Besides the impact of disinformation, there is another important ingredient that has to be brought into the analysis when considering the controlling of public behavior. This concerns, for instance, a situation in which there are individuals who are aware of the value of X that the public at large are trying to infer. In such a situation, what one might call the information-flow rate, or the signal-to-noise ratio, may be adjusted. To understand this, let us return to our single-shot information model, but this time we have

ξ = σ X + ϵ,

where the parameter σ determines the magnitude of the signal. To understand the effect of σ, let us take an extreme case where σ = 100 while X is a zero-one binary variable and ϵ is a zero-mean normal variable with a small standard deviation. Then for a given value of the noise ϵ there are two possible observations: ξ = ϵ, or ξ = 100+ϵ. Because the realized value of ϵ will almost certainly be close to zero, we know already that ξ≈0 if X = 0 and ξ≈100 if X = 1. Hence the effect of σ is to amplify the signal, making it easier to infer the value of X. Conversely, suppose that σ = 0.01 in this example. Then we know that ξ≈0 irrespective of whether X = 0 or X = 1. Hence the observation will be of little help in inferring the value of X: the signal is dimmed by having a small value of σ.

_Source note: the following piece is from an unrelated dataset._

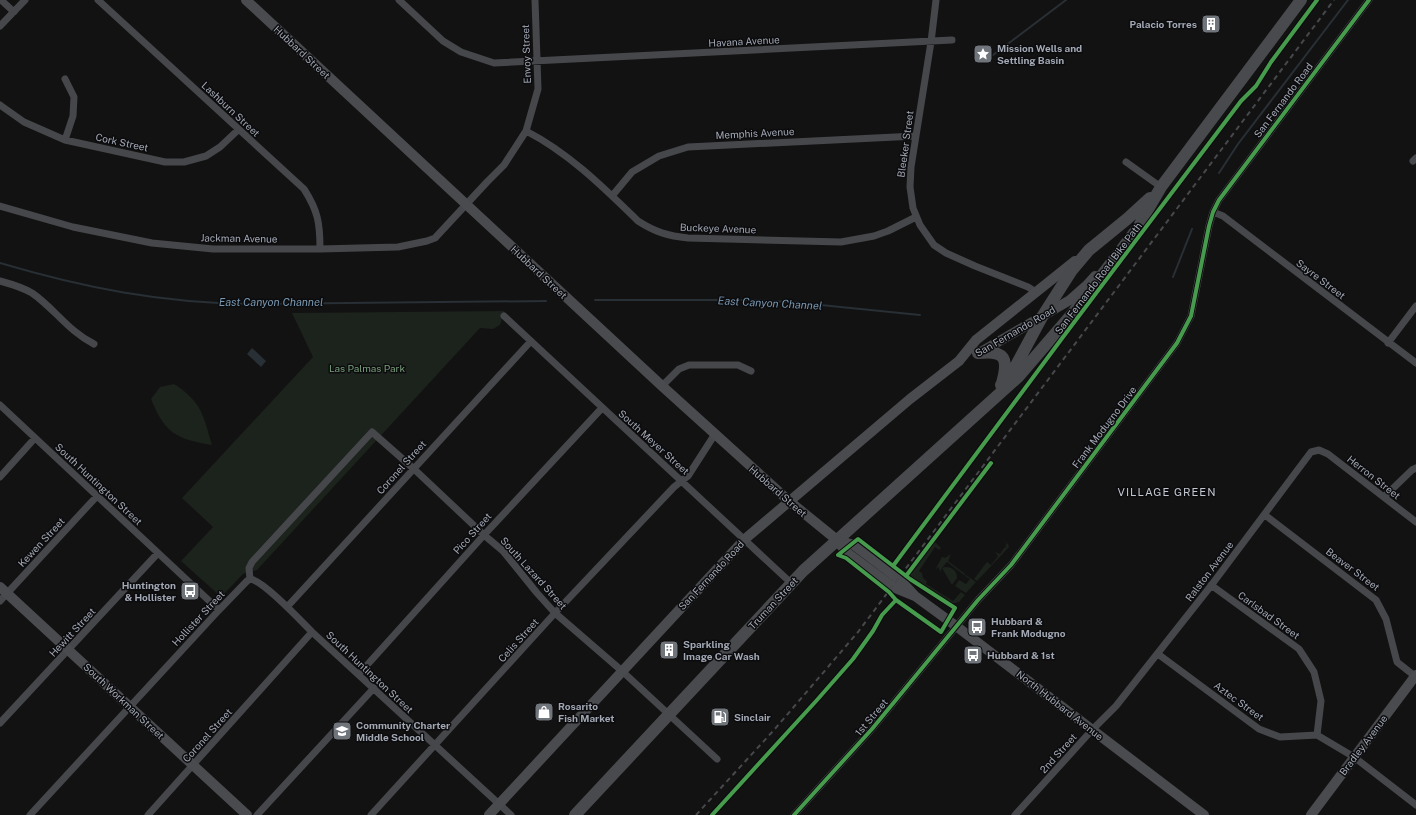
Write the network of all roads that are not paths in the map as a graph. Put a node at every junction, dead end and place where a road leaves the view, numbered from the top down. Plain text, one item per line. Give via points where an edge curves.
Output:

With this example in mind it should be evident that the general information model can take the form

η = σ X + (ϵ + f) .

To control the behavior of the public, one can either introduce the term f with a nonzero mean in such a way that the public is unaware of its existence, and hence confuses the contribution of f as arising from X, or increase (decrease) the value of σ so that the public can arrive at a more reliable inference faster (slower). These are the two fundamental ways in which the public behavior under uncertain environments can be manipulated via information.

It is worth remarking here, incidentally, that if f has no bias, then its effect is equivalent to reducing the value of σ, because in this case one is merely enhancing the magnitude of noise. Hence the introduction of purely random disinformation has the effect of slowing down the public from discovering the truth. This may be intuitively apparent, but here it follows as a direct consequence of communication theory. In particular, in the context of an observation involving a more general time series, the timescale of arriving at a reasonable inference about the value of X is typically proportional to σ⁻². This is the timescale for which the amount of uncertainty as measured by the variance of X is reduced by more than 50% of the initial uncertainty. Hence if the magnitude of noise is doubled, then it takes four times longer to arrive at the same level of inference.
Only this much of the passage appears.